Task to complete: Every line containing "first" should be copied out. Go through the entries and find them.

Task inputs:
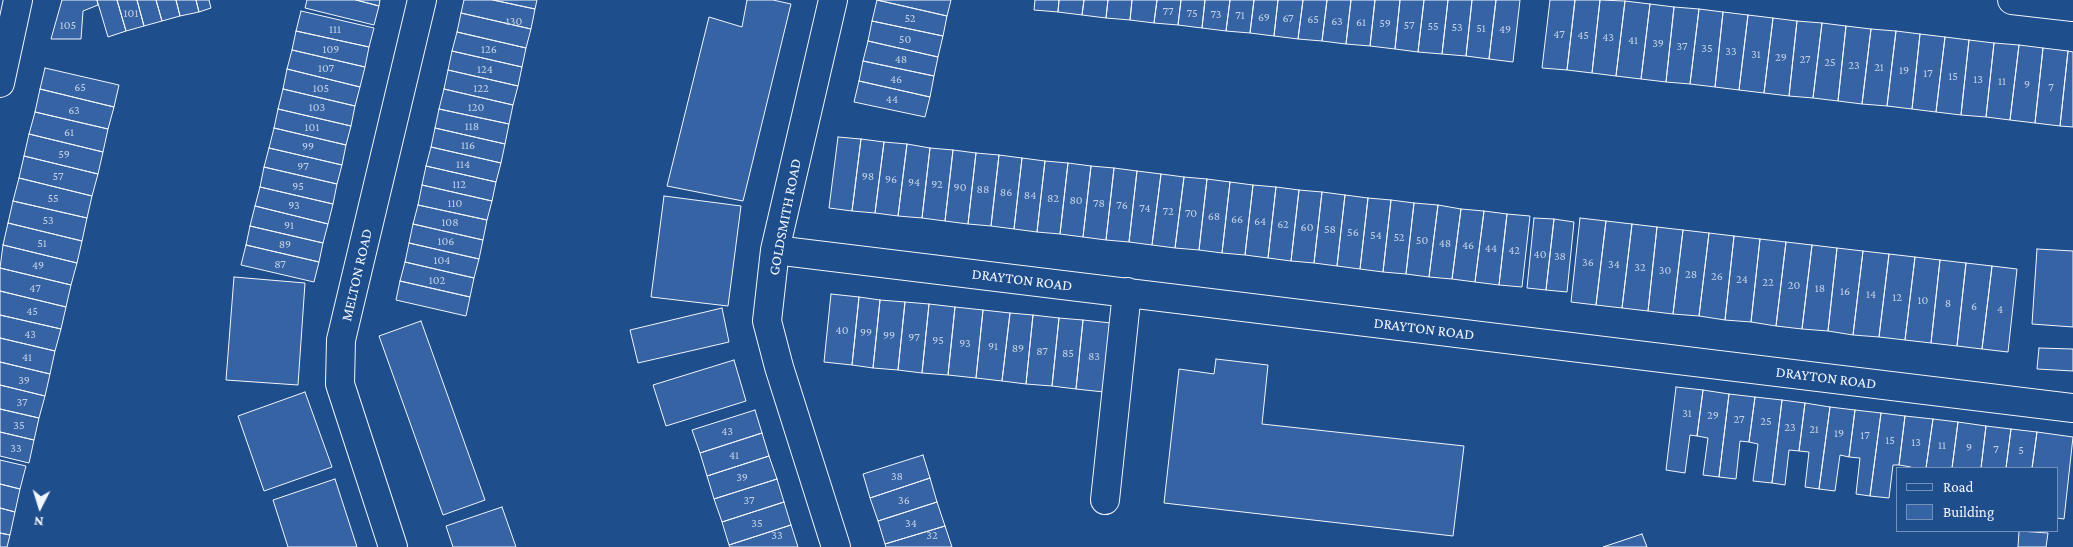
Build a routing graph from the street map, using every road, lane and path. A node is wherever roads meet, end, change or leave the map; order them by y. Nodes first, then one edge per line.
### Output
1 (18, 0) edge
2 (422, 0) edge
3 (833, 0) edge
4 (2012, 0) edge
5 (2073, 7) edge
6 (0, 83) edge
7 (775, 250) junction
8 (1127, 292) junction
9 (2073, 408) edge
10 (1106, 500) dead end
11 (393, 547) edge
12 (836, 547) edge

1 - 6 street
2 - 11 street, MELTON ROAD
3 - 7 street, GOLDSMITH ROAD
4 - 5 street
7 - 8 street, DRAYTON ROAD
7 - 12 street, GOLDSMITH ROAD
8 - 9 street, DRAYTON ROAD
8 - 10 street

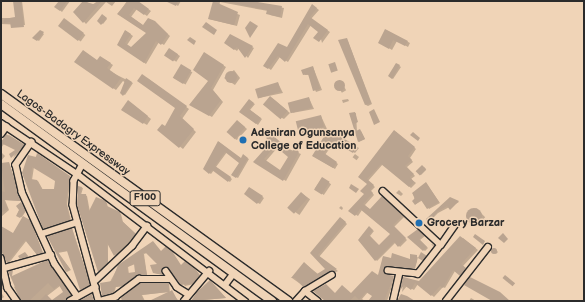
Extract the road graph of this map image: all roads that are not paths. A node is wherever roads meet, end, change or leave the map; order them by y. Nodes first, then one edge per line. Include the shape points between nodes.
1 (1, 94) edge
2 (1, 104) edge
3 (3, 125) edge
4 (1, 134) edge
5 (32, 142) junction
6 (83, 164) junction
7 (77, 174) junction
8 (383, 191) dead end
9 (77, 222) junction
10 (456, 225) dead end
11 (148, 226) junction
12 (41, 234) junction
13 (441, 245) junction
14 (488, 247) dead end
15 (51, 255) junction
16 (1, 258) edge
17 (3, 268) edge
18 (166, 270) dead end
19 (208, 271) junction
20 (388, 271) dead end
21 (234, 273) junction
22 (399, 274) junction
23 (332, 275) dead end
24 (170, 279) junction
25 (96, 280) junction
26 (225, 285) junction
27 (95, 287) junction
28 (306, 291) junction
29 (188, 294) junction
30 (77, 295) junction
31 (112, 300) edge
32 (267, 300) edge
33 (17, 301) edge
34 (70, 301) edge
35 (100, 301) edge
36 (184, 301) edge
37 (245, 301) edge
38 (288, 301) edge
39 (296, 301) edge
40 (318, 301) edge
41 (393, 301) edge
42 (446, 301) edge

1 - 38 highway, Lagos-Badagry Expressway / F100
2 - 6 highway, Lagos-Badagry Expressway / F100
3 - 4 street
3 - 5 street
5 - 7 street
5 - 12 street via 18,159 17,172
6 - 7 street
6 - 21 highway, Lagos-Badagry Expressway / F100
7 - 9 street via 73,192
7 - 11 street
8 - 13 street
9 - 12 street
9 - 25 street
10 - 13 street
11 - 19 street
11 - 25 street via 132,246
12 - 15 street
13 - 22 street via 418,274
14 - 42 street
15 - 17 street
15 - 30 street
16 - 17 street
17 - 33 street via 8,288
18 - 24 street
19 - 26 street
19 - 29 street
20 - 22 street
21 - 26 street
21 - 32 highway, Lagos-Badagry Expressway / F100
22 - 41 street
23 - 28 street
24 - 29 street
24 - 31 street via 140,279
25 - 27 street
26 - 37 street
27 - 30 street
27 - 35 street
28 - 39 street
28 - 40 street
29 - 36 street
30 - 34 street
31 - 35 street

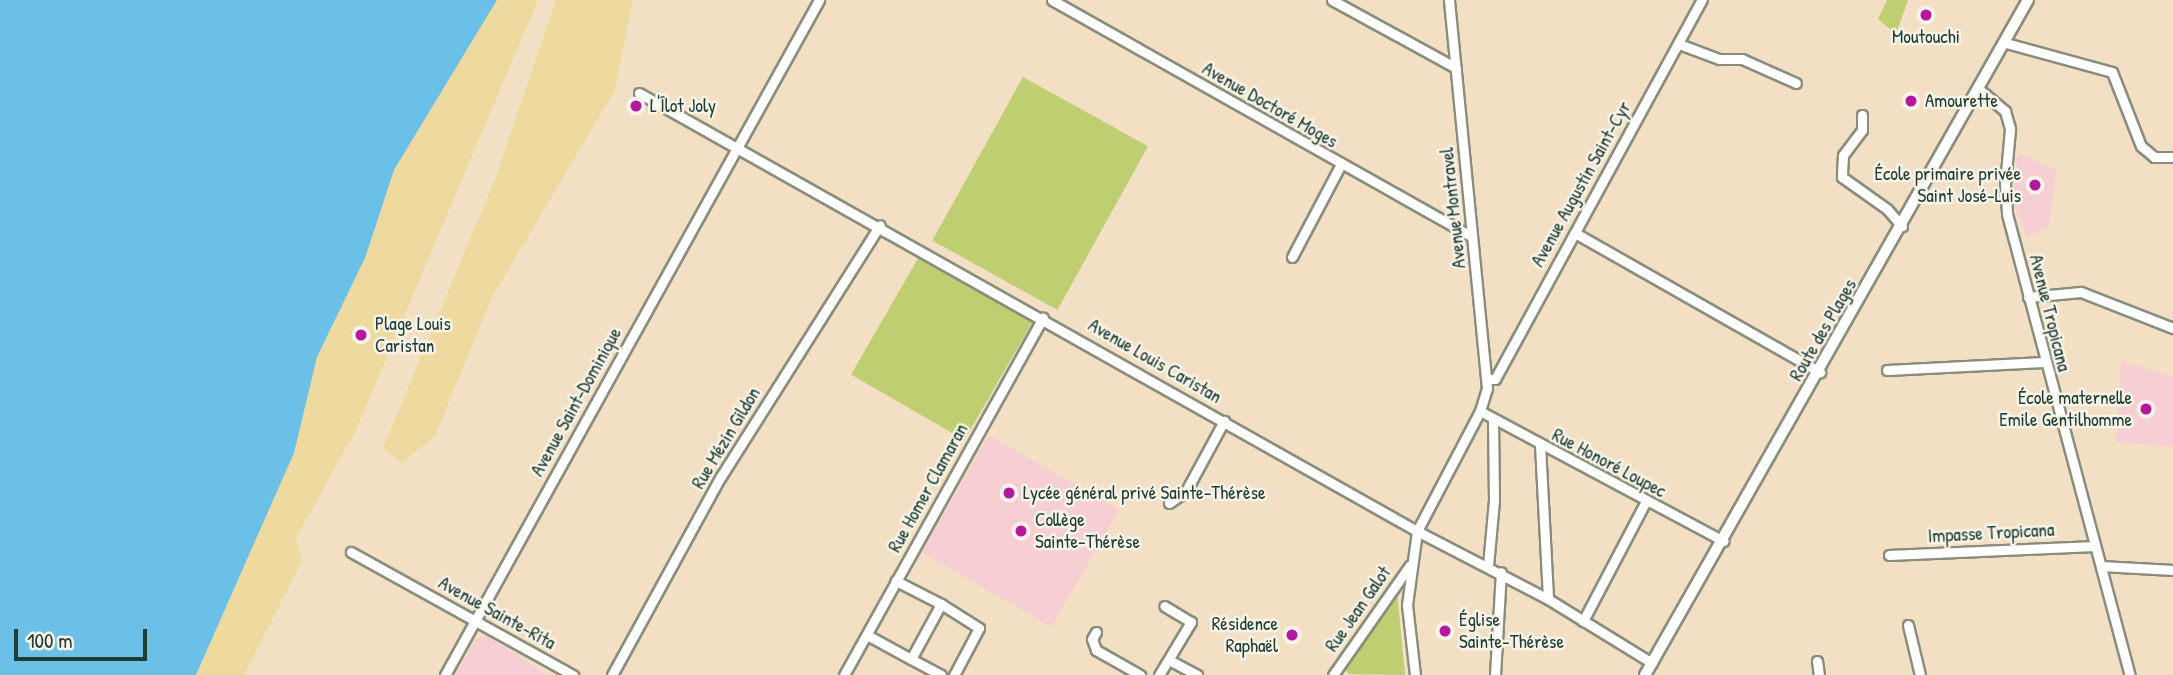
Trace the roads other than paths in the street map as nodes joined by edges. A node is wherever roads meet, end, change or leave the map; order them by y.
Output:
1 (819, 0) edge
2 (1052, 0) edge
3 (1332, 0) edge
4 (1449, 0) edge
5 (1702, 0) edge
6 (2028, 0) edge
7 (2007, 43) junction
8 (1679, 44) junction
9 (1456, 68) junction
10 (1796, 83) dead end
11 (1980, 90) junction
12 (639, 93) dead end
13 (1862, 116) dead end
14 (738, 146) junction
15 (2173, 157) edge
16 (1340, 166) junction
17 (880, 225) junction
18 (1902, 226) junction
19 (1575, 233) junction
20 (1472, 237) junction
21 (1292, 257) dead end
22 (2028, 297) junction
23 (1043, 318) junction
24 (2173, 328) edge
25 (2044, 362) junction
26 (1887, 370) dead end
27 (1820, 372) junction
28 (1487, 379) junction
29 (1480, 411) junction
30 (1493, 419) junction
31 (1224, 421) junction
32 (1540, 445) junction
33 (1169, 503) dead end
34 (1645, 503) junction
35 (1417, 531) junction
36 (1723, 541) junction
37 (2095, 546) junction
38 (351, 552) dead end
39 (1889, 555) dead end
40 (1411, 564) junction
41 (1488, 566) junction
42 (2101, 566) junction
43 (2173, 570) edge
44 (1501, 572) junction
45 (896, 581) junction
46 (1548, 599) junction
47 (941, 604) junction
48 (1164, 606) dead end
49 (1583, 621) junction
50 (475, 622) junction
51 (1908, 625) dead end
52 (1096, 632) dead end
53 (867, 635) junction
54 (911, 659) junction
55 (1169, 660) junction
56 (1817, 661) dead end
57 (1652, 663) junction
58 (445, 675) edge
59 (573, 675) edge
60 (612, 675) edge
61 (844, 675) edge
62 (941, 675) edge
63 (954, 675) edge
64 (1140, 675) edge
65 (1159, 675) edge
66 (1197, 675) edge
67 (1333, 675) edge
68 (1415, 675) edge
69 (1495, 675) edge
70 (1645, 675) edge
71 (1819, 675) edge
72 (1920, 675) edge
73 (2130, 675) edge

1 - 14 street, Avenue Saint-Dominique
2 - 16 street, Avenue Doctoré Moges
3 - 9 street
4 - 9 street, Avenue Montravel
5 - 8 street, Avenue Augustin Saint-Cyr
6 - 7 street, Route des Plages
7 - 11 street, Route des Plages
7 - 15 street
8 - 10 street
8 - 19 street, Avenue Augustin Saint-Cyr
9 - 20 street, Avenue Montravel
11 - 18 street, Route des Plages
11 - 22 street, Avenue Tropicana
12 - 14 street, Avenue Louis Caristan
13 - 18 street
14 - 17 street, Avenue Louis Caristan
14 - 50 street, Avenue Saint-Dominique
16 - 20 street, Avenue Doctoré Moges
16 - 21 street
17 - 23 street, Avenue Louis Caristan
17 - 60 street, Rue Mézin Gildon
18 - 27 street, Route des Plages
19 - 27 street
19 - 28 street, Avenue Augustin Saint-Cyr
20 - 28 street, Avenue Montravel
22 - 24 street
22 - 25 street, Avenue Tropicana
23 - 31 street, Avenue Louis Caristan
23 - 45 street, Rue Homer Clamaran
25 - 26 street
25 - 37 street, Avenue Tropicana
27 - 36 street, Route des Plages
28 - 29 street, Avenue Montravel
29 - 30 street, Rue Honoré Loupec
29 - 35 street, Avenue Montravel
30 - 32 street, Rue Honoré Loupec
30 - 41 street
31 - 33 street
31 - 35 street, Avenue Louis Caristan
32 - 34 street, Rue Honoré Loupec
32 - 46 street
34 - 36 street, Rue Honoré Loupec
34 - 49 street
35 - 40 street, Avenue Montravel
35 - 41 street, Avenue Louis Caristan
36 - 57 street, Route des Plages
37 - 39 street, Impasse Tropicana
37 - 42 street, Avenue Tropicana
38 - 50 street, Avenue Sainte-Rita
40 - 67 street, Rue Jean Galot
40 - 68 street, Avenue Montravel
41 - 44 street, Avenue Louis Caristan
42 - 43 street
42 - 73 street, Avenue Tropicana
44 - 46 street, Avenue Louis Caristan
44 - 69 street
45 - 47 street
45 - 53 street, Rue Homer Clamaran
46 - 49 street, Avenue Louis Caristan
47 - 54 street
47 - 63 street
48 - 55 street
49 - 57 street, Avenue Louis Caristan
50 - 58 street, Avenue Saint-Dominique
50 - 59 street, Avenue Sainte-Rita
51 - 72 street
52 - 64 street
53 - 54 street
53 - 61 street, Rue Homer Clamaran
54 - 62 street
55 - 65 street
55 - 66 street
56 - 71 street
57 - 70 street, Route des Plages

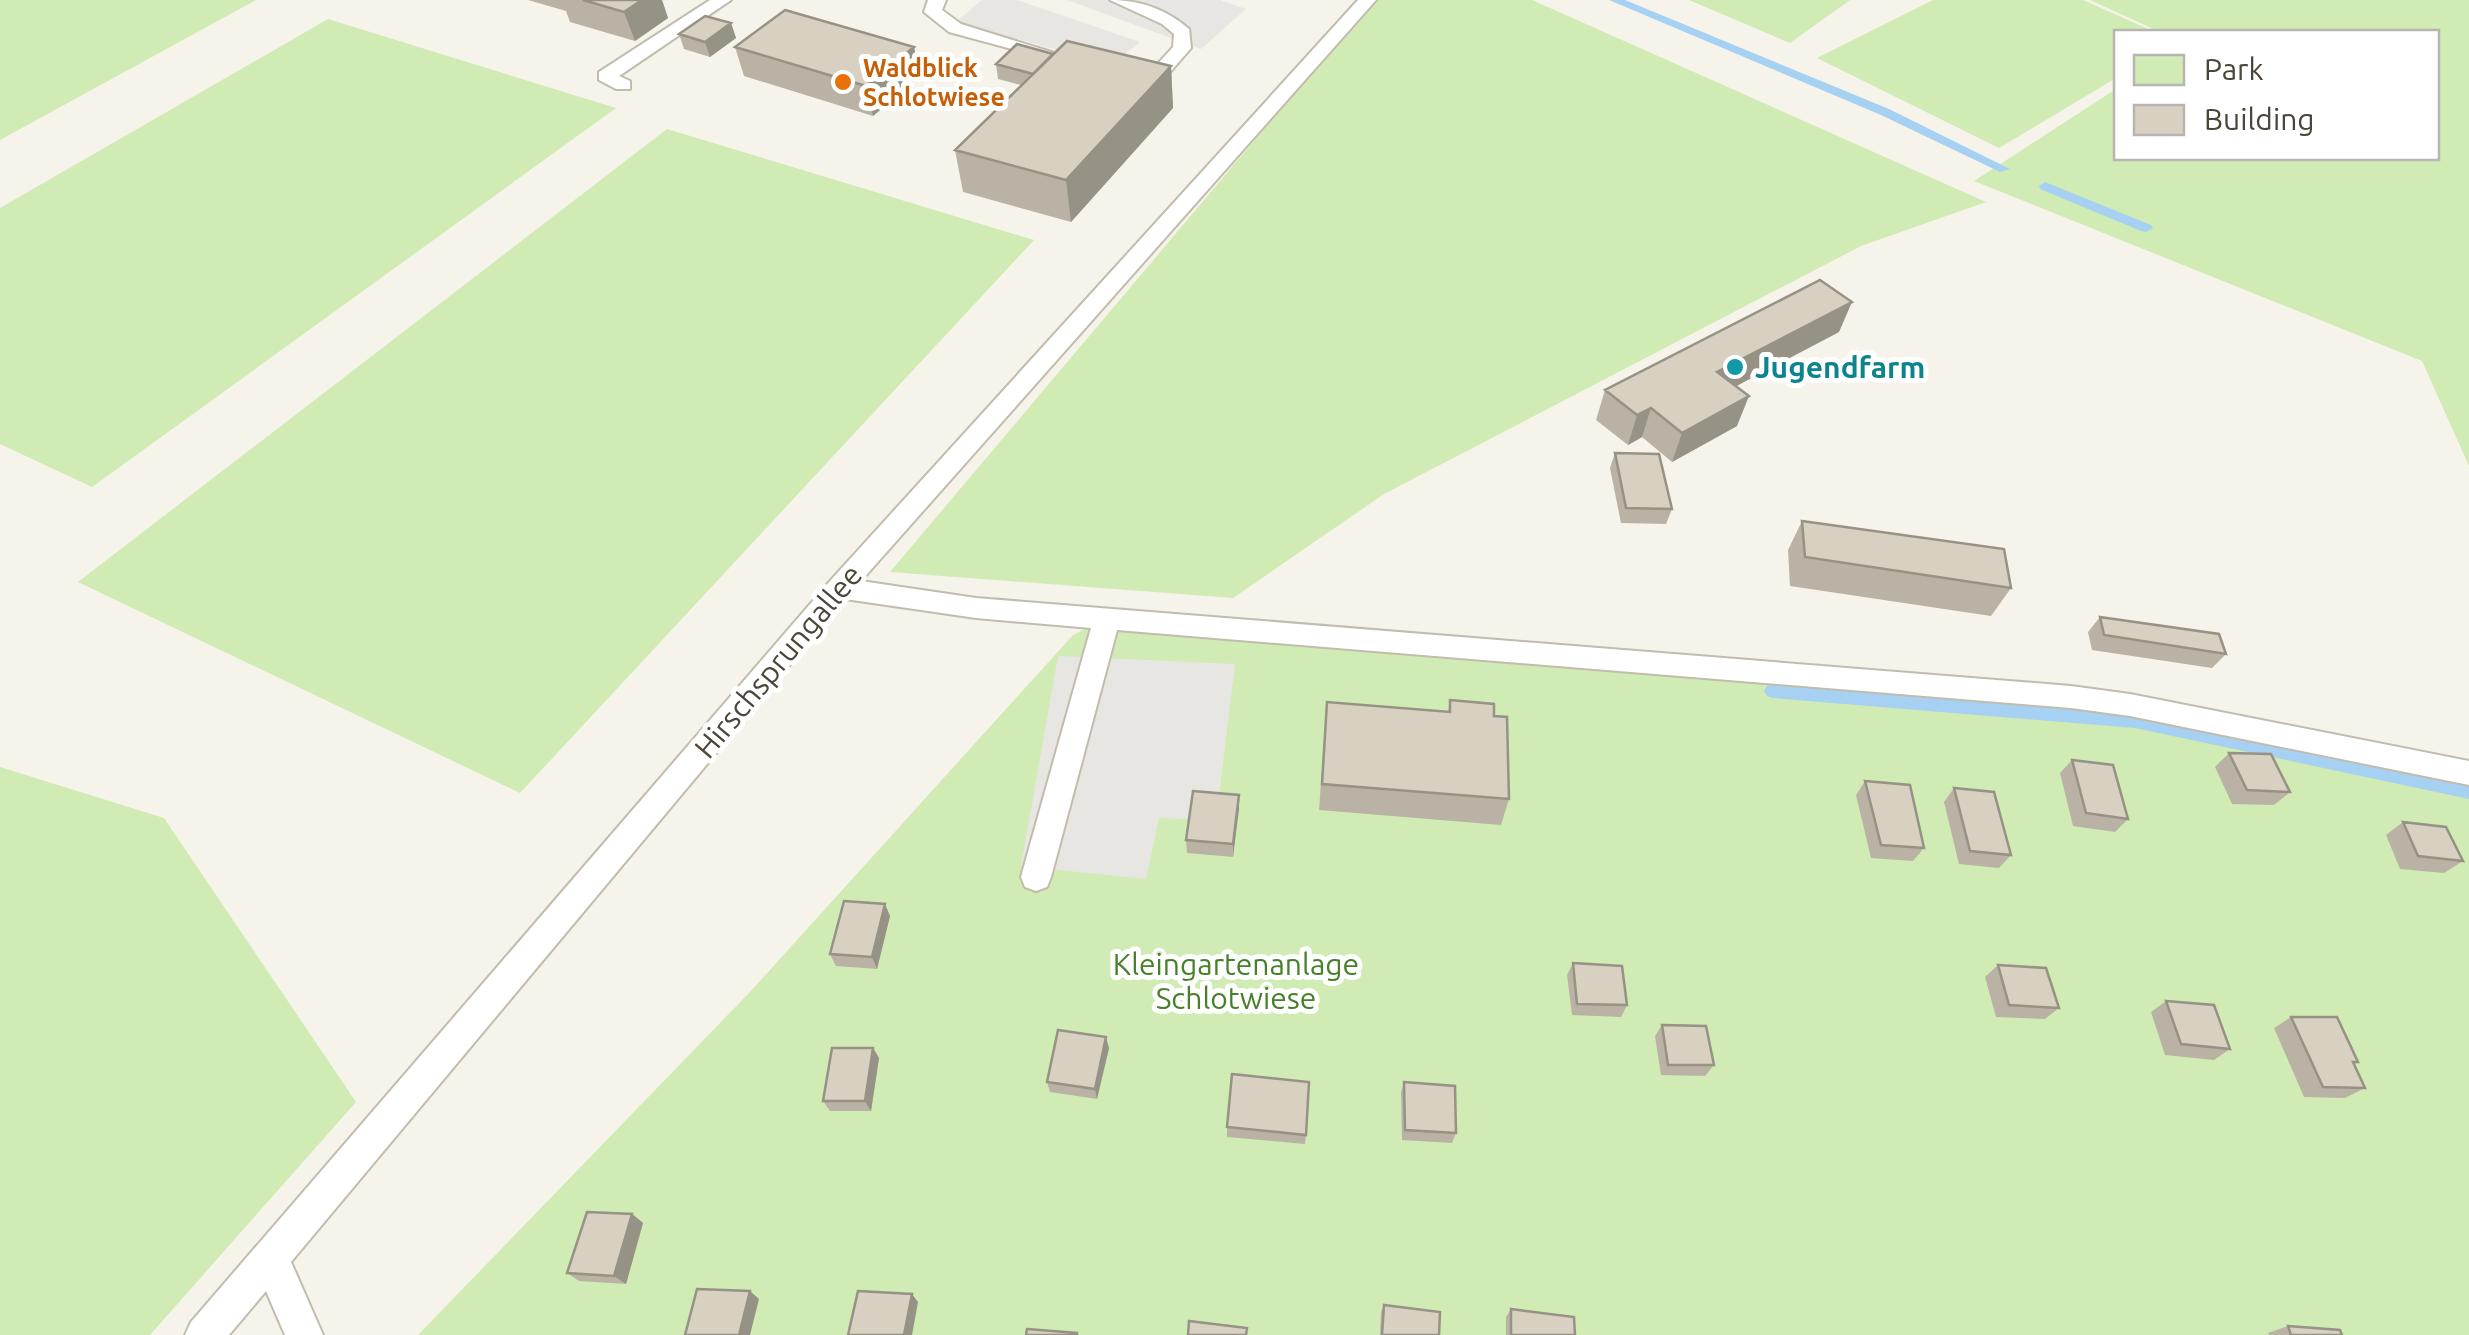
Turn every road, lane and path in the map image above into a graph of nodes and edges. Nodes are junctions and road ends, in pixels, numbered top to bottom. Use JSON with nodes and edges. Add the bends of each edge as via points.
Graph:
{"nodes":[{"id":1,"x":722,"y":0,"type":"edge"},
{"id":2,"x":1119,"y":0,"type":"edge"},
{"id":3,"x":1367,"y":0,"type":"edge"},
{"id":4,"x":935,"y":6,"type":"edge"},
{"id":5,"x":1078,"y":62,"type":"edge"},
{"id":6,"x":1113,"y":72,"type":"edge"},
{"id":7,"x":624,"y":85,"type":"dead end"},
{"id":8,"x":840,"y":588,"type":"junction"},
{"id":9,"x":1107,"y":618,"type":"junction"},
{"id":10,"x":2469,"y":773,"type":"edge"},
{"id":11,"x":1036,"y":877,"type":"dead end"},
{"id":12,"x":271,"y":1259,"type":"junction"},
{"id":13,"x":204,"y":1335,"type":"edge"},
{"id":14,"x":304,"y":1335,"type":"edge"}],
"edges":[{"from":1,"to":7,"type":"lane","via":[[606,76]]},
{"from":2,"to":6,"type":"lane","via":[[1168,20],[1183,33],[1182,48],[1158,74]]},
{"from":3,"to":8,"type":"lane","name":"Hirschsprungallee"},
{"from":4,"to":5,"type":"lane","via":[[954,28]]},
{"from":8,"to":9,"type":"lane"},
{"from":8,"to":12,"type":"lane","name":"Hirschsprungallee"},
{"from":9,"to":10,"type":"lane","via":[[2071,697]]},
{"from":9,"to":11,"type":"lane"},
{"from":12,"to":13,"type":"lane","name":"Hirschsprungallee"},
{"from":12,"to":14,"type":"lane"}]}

Answer box:
Build a routing graph from the street map, using every road, lane and path. A node is wherever roads meet, end, change or leave the map; order them by y. Nodes first, then one edge per line.
Extract the road graph of this map image: all roads that are not paths. A node is wherever roads meet, end, change or leave the map; order them by y. Nodes first, then one edge per line. Include the shape points between nodes.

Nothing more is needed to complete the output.